• _AIM OF THE TASK_
Leave the pictures out and reproduce all the entries word for word.

-- EXERCISE MATERIAL follows --

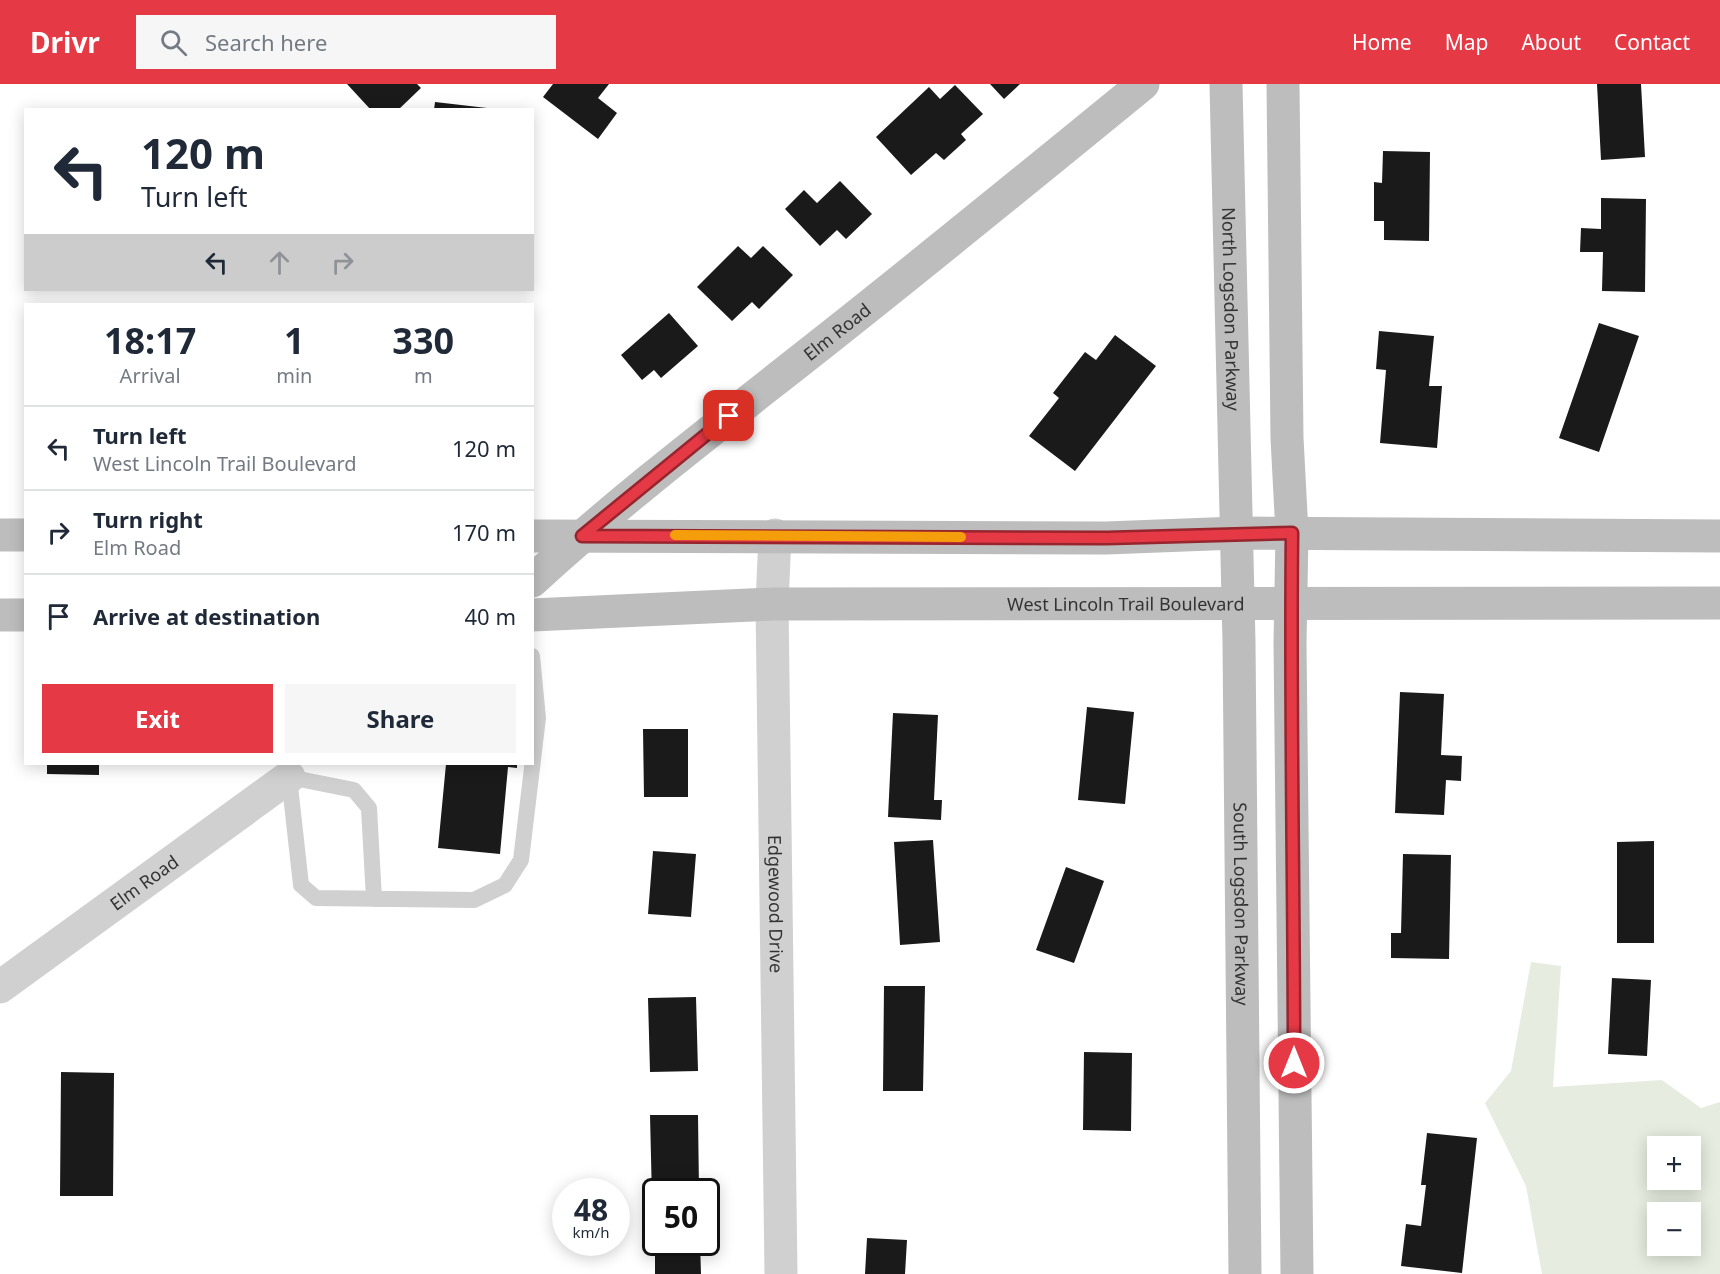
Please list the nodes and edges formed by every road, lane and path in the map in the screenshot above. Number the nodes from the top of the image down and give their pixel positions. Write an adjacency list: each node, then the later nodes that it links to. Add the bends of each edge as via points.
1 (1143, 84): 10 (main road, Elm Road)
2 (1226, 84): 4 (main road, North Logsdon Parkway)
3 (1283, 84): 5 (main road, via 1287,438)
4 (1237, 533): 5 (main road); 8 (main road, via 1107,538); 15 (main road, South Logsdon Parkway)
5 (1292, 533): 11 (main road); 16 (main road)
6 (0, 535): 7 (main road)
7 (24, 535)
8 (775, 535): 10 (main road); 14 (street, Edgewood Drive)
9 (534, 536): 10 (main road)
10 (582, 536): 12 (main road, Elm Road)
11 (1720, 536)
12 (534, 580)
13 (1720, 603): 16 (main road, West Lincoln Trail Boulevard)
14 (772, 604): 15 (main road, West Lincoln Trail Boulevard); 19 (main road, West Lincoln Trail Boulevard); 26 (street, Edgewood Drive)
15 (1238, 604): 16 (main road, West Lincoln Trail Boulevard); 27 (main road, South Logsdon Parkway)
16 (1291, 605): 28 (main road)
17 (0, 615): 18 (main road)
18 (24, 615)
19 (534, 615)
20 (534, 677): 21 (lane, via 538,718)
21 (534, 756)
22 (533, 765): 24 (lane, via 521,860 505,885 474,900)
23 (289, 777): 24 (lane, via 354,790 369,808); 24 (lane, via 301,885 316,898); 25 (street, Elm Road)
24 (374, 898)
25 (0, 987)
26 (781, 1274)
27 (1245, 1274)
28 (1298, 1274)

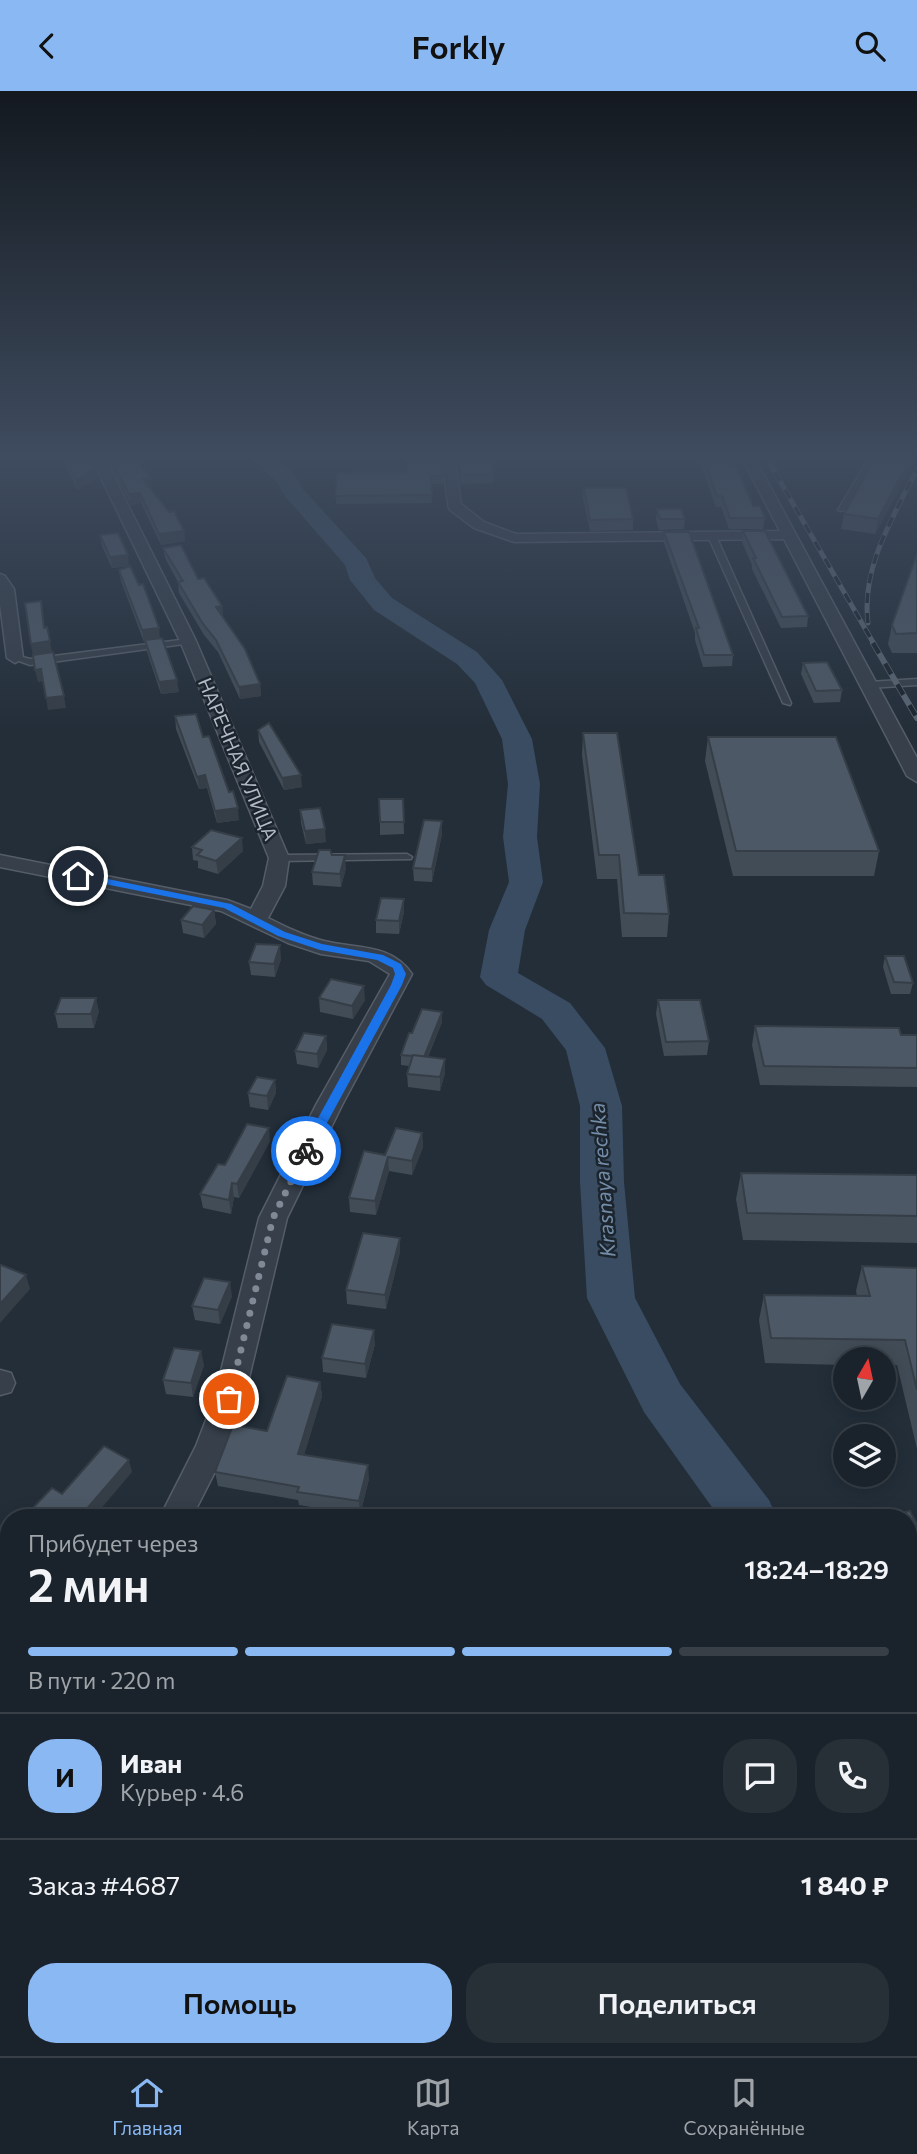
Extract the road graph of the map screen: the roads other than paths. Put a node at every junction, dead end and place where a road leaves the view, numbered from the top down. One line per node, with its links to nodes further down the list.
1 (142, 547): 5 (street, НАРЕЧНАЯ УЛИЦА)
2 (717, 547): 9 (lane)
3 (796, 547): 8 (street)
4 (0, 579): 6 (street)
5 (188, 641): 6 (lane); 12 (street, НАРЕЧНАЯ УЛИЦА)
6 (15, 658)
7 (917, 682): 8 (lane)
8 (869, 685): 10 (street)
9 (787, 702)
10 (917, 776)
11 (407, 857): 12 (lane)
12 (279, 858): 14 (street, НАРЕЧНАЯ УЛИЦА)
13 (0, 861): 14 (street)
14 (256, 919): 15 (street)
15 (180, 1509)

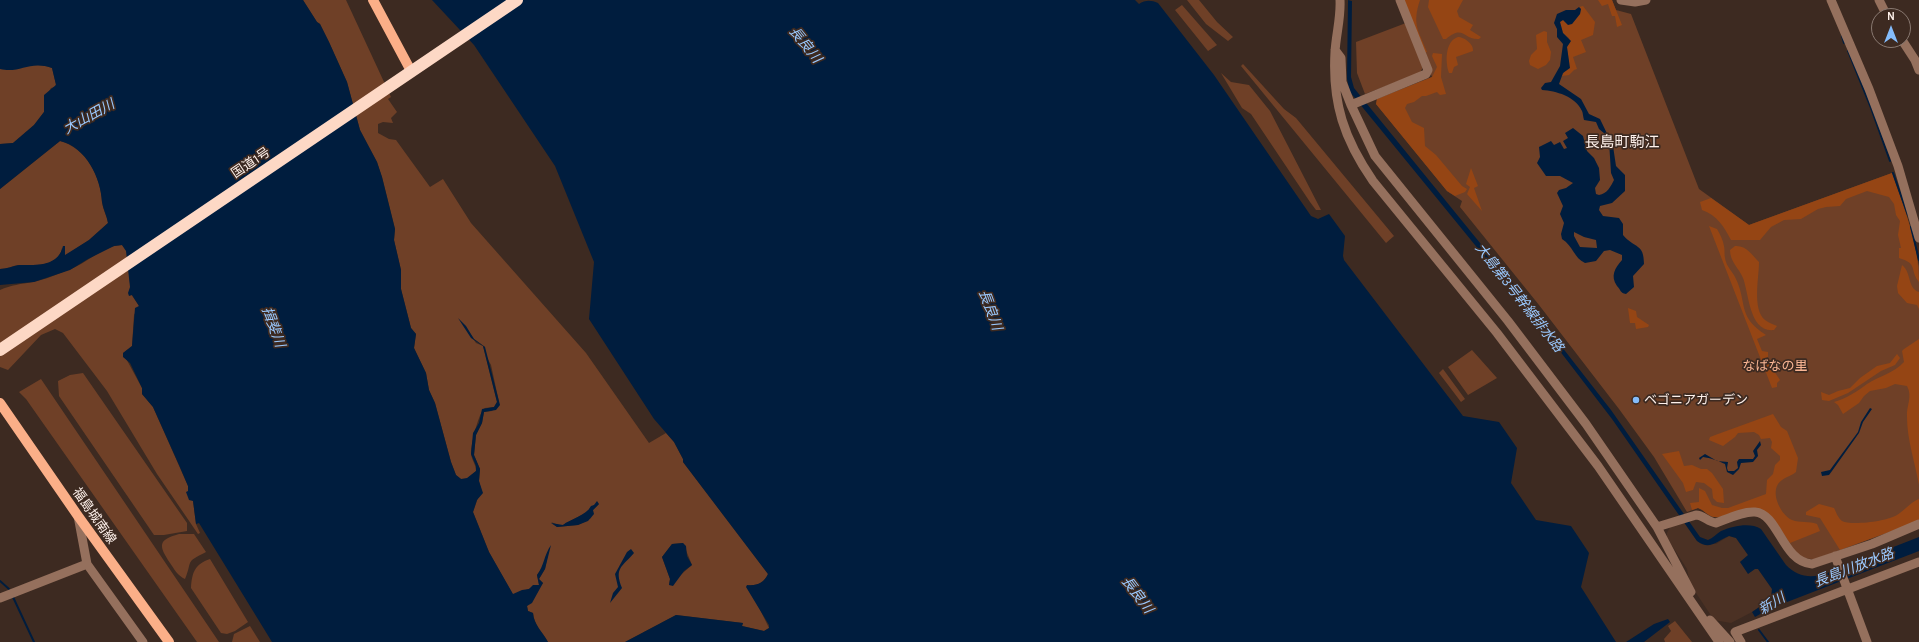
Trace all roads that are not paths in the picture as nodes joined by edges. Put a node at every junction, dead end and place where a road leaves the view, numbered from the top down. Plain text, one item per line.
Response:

-- EXERCISE MATERIAL concluded --

• _WORKED SOLUTION_
Please list the nodes and edges formed by every road, lane and path in the map in the screenshot above. Number the nodes from the top of the image down and give their pixel positions. Write an adjacency list: each node, then the later nodes that it links to. Add the bends of each edge as via points.
1 (1143, 84): 10 (main road, Elm Road)
2 (1226, 84): 4 (main road, North Logsdon Parkway)
3 (1283, 84): 5 (main road, via 1287,438)
4 (1237, 533): 5 (main road); 8 (main road, via 1107,538); 15 (main road, South Logsdon Parkway)
5 (1292, 533): 11 (main road); 16 (main road)
6 (0, 535): 7 (main road)
7 (24, 535)
8 (775, 535): 10 (main road); 14 (street, Edgewood Drive)
9 (534, 536): 10 (main road)
10 (582, 536): 12 (main road, Elm Road)
11 (1720, 536)
12 (534, 580)
13 (1720, 603): 16 (main road, West Lincoln Trail Boulevard)
14 (772, 604): 15 (main road, West Lincoln Trail Boulevard); 19 (main road, West Lincoln Trail Boulevard); 26 (street, Edgewood Drive)
15 (1238, 604): 16 (main road, West Lincoln Trail Boulevard); 27 (main road, South Logsdon Parkway)
16 (1291, 605): 28 (main road)
17 (0, 615): 18 (main road)
18 (24, 615)
19 (534, 615)
20 (534, 677): 21 (lane, via 538,718)
21 (534, 756)
22 (533, 765): 24 (lane, via 521,860 505,885 474,900)
23 (289, 777): 24 (lane, via 354,790 369,808); 24 (lane, via 301,885 316,898); 25 (street, Elm Road)
24 (374, 898)
25 (0, 987)
26 (781, 1274)
27 (1245, 1274)
28 (1298, 1274)

Extract the road graph of the map screen: the roads other than paths. Put a node at every junction, dead end and place where a road leaves the view, numbered from the top down. One line per node, with its links to nodes further down the list.
1 (142, 547): 5 (street, НАРЕЧНАЯ УЛИЦА)
2 (717, 547): 9 (lane)
3 (796, 547): 8 (street)
4 (0, 579): 6 (street)
5 (188, 641): 6 (lane); 12 (street, НАРЕЧНАЯ УЛИЦА)
6 (15, 658)
7 (917, 682): 8 (lane)
8 (869, 685): 10 (street)
9 (787, 702)
10 (917, 776)
11 (407, 857): 12 (lane)
12 (279, 858): 14 (street, НАРЕЧНАЯ УЛИЦА)
13 (0, 861): 14 (street)
14 (256, 919): 15 (street)
15 (180, 1509)

Trace all roads that are not paths in the picture as nodes joined by edges. Put a node at every junction, dead end and place where a road leaves the view, numbered from the top down. Plain text, one item per line.
Response:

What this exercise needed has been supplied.